Automate your VOD transcoding at scale with GCP: Part 1

nazir kabani
Google Cloud - Community
11 min readAug 21, 2022

Introduction:

Google Cloud released a set of video focused APIs that enables developers to easily build and deploy flexible high quality video streaming experiences, beginning with transcoding.

All of these APIs combine Google’s media expertise with Google scale and reliability.

On September 30, 2021 we announced GA release of our Transcoder APIs and Its endpoints (https://transcoder.googleapis.com/v1/) focusing on 2 different problems which current customers are facing building complex VOD pipelines.

  1. Build your own: The Transcoder API is flexible enough for media companies to build the product they want.
  2. Managed Infrastructure: Google offers a scalable API so that media companies don’t have to manage infra

The Transcoder API is an easy-to-use API for creating consumer streaming formats, including MPEG-4 (MP4), Dynamic Adaptive Streaming over HTTP (DASH, also known as MPEG-DASH), and HTTP Live Streaming (HLS). Many direct-to-consumer streaming platforms use a multi-codec strategy. Google has expertise with direct-to-consumer video, given YouTube and Google Play, and has chosen this specific path/formats for media solutions.

Problem Statement:

Most OTT customers are struggling with automating their transcoding pipeline, and with complex workflows it becomes more complicated to automate it securely, without human intervention and also generate statistics.

With this two part blog I am covering end to end integration, automation, security, logging and reporting.

At the end of this blog series your architecture will look something like my architecture shared below.

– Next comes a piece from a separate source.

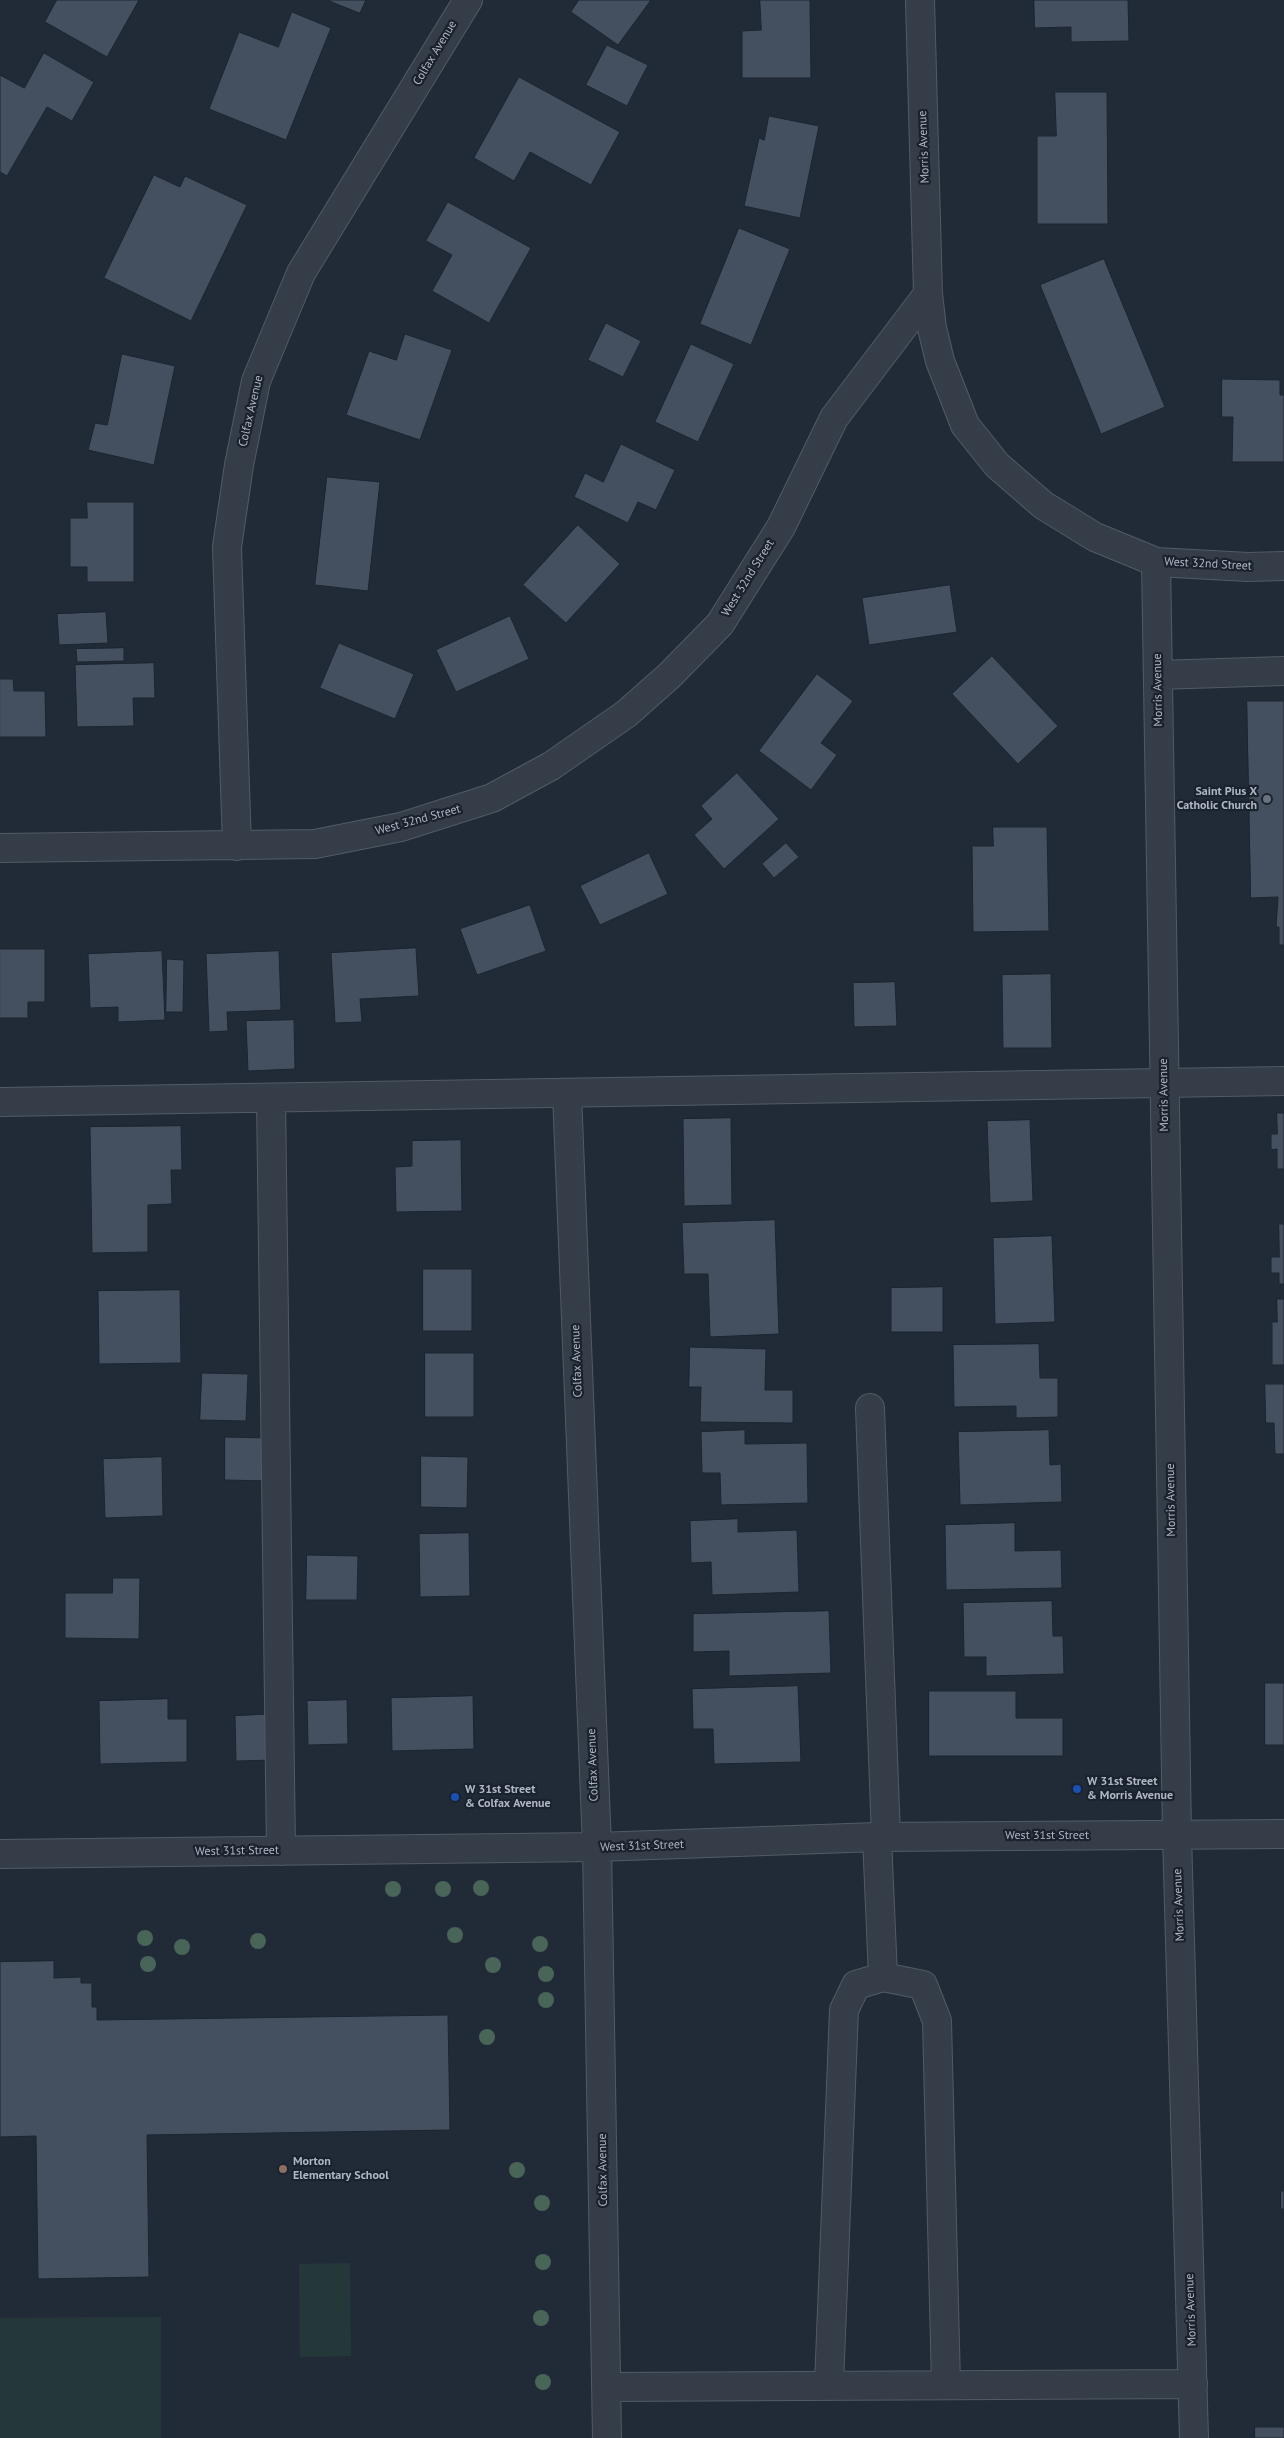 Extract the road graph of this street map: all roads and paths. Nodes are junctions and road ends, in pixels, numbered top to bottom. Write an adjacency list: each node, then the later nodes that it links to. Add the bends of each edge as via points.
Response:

Image: transcoding automation overall architecture

Part 1: Building automated VOD transcoding pipeline

Let’s start building automated VOD pipeline by creating two GCS (Google cloud storage) buckets and automate transcoding using cloud functions (below part of overall architecture).

Prerequisite:

Before we start with Cloud Functions, we will require two storage buckets (1 for source file and one for transcoded file) and a Transcoder API job template.

Storage Buckets

Step 1: Create one GCS bucket for source where producer or operator will be uploading mezzanine video files (source videos), in my example below I have created a transcoding-automation-source bucket in asia-south1 (Mumbai) region with the following configuration.

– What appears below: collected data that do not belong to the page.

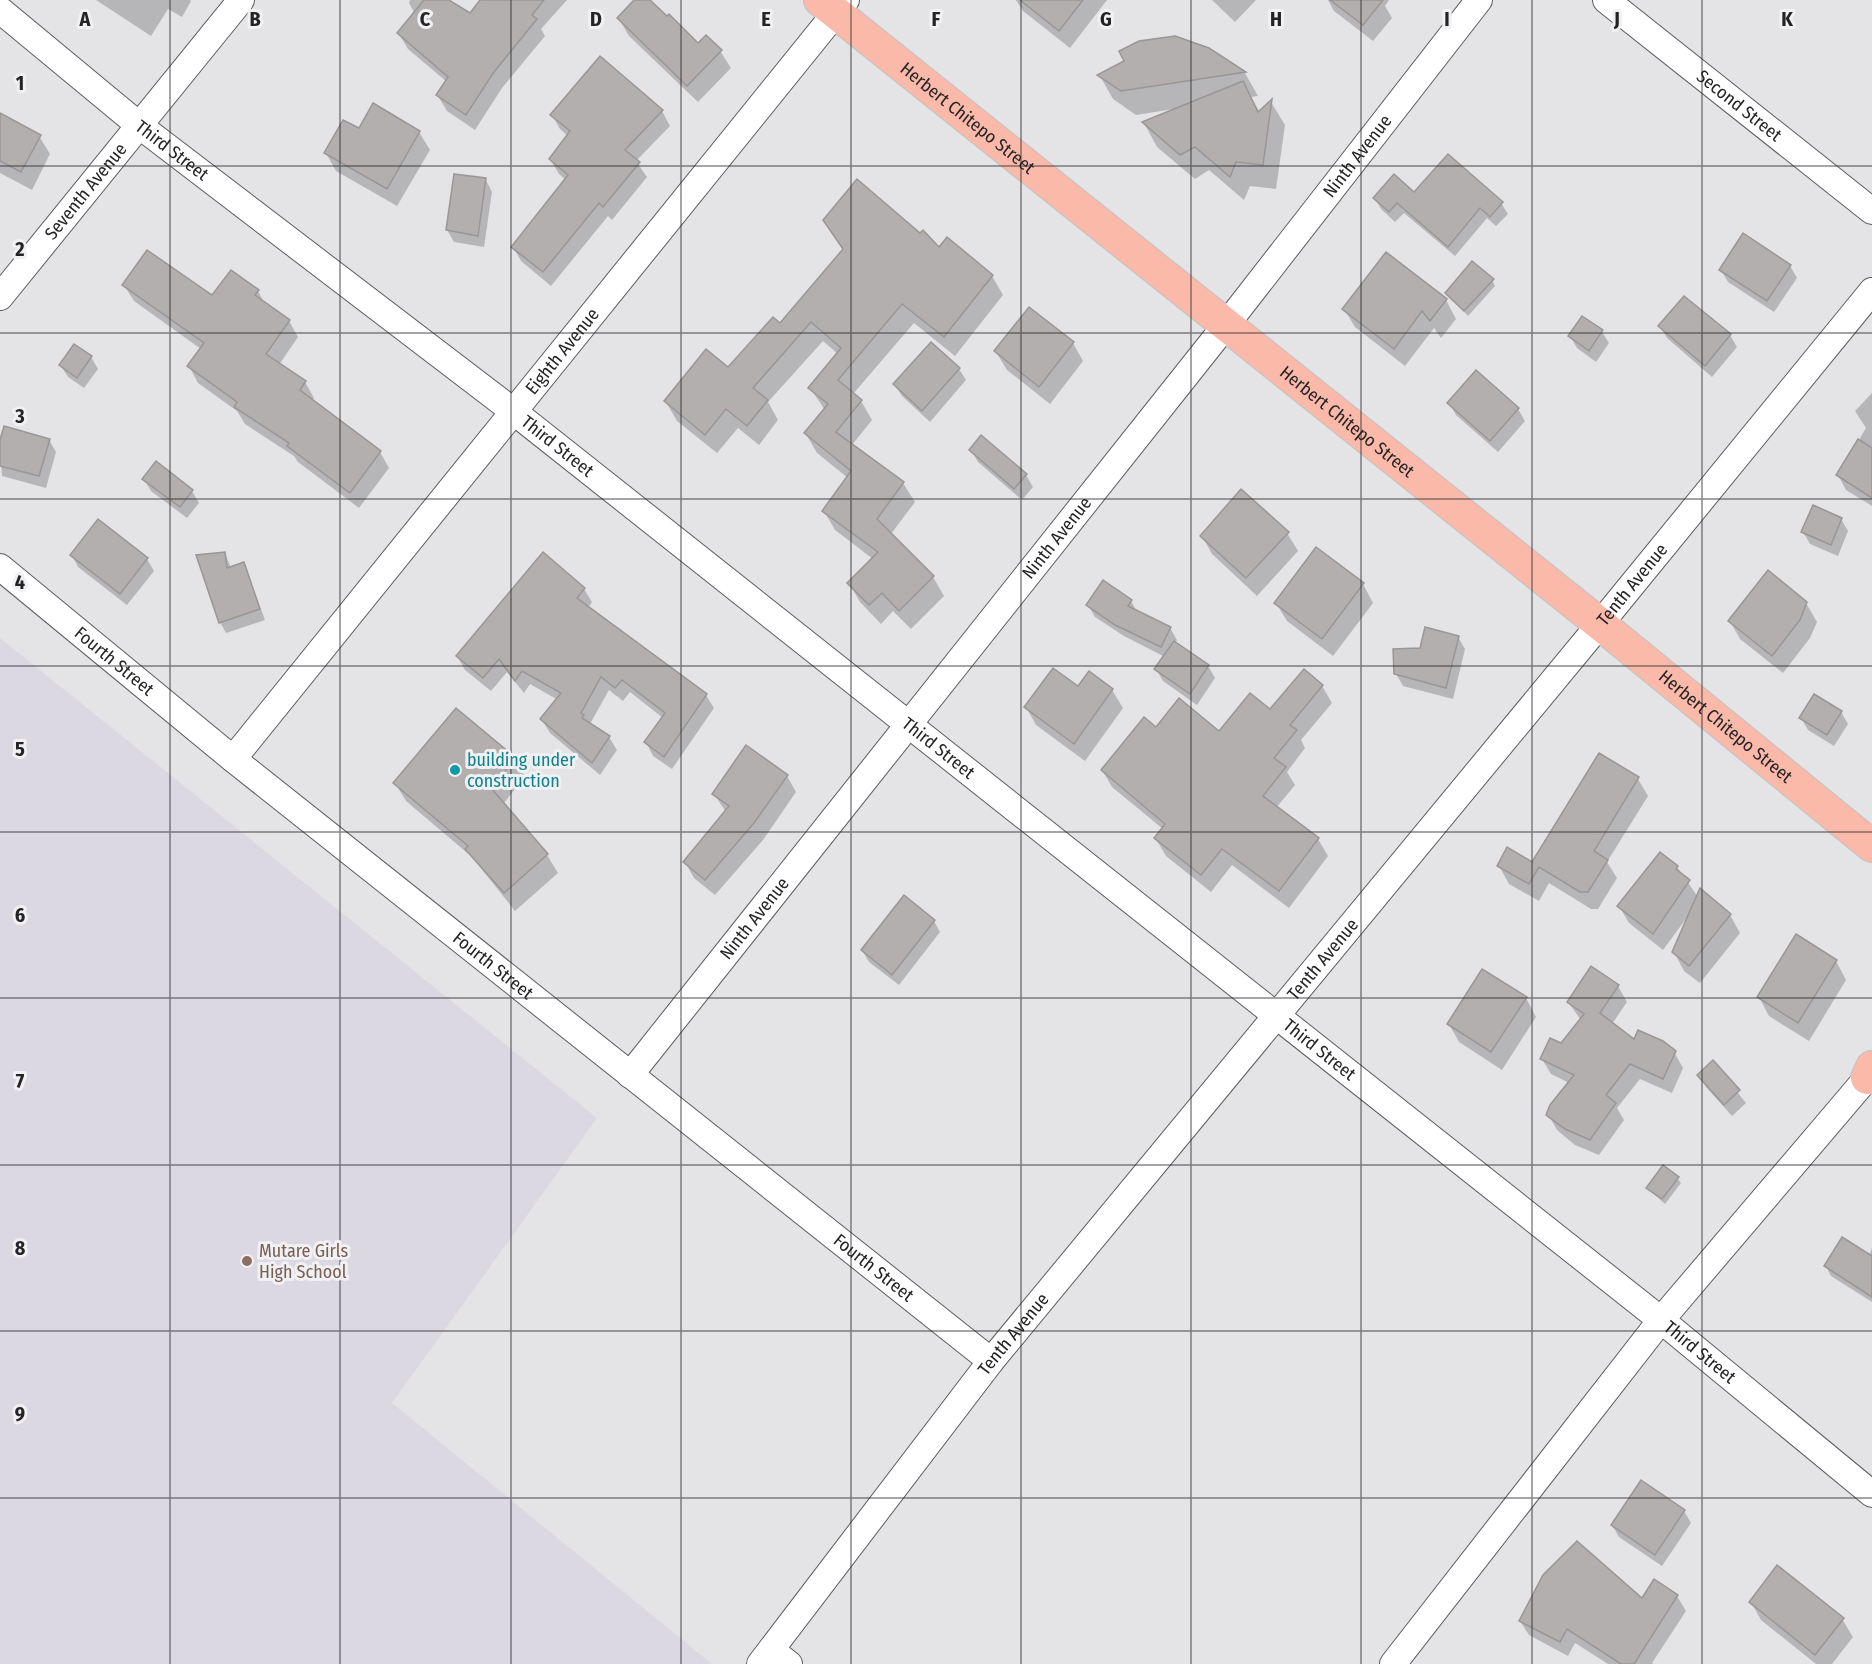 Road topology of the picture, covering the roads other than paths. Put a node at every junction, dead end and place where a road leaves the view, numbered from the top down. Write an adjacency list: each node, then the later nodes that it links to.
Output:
1 (241, 0): 6 (street, Seventh Avenue)
2 (1479, 0): 10 (street, Ninth Avenue)
3 (1606, 0): 7 (street, Second Street)
4 (834, 4): 10 (main road, Herbert Chitepo Street); 11 (street, Eighth Avenue)
5 (0, 10): 6 (street, Third Street)
6 (140, 126): 9 (street, Seventh Avenue); 11 (street, Third Street)
7 (1872, 212)
8 (1872, 291): 13 (street, Tenth Avenue)
9 (0, 297)
10 (1226, 325): 13 (main road, Herbert Chitepo Street); 14 (street, Ninth Avenue)
11 (513, 411): 14 (street, Third Street); 15 (street, Eighth Avenue)
12 (0, 567): 15 (street, Fourth Street)
13 (1600, 624): 16 (main road, Herbert Chitepo Street); 17 (street, Tenth Avenue)
14 (908, 724): 17 (street, Third Street); 19 (street, Ninth Avenue)
15 (233, 759): 19 (street, Fourth Street)
16 (1872, 846)
17 (1277, 1016): 20 (street, Third Street); 21 (street, Tenth Avenue)
18 (1870, 1072): 20 (street)
19 (630, 1075): 21 (street, Fourth Street)
20 (1660, 1320): 22 (street, Third Street); 24 (street)
21 (991, 1361): 23 (street, Tenth Avenue)
22 (1872, 1494)
23 (773, 1659)
24 (1393, 1664)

  • Standard default storage class
  • Enforce public access prevention on this bucket to true
  • Uniform access level
  • Google-managed encryption key for data encryption

Step 2: Similarly, create another GCS bucket for output, in my example below I have created a transcoding-automation-output bucket in asia-south1 (Mumbai) region with the same configuration.

Storage supports only unique bucket names, so you will have to use different bucket names, keep this in mind as you will have to change it everywhere in code below.

Transcoder API Job Template

Before automating transcoding process, it’s important to define transcoder job configuration like bitrate ladder, h264 or h265 codec settings, mux streams, segment settings, manifest settings, Pub/Sub notifications (it will be useful when we will build logging and reporting in part 2 of this blog), etc.. and put it in a json template.

Transcoder job consists of 3 main functions as shown below, transcoding job template also follows this in a json structure.

  1. Encoding
  2. Multiplexing
  3. Manifest creation

There are sample job templates and the process of creating job templates are available on https://cloud.google.com/transcoder/docs/how-to/job-templates, you can either leverage them or create your own template using transcoder job config.

Transcoder job config reference is available on google cloud reference documents (https://cloud.google.com/transcoder/docs/reference/rest/v1/JobConfig), this is subject in itself and since focus of this blog is to build automation I am not covering it in this blog (probably will write one more blog covering it).

Also, I built a few job templates and made them available on GitHub for readers of this blog to leverage and build this automation or use to build own templates.

Template 1: 4K-hevc, HLS and Dash output (https://github.com/nazir-kabani/transcoder-API-templates/blob/main/4k-hevc-hls-dash.json)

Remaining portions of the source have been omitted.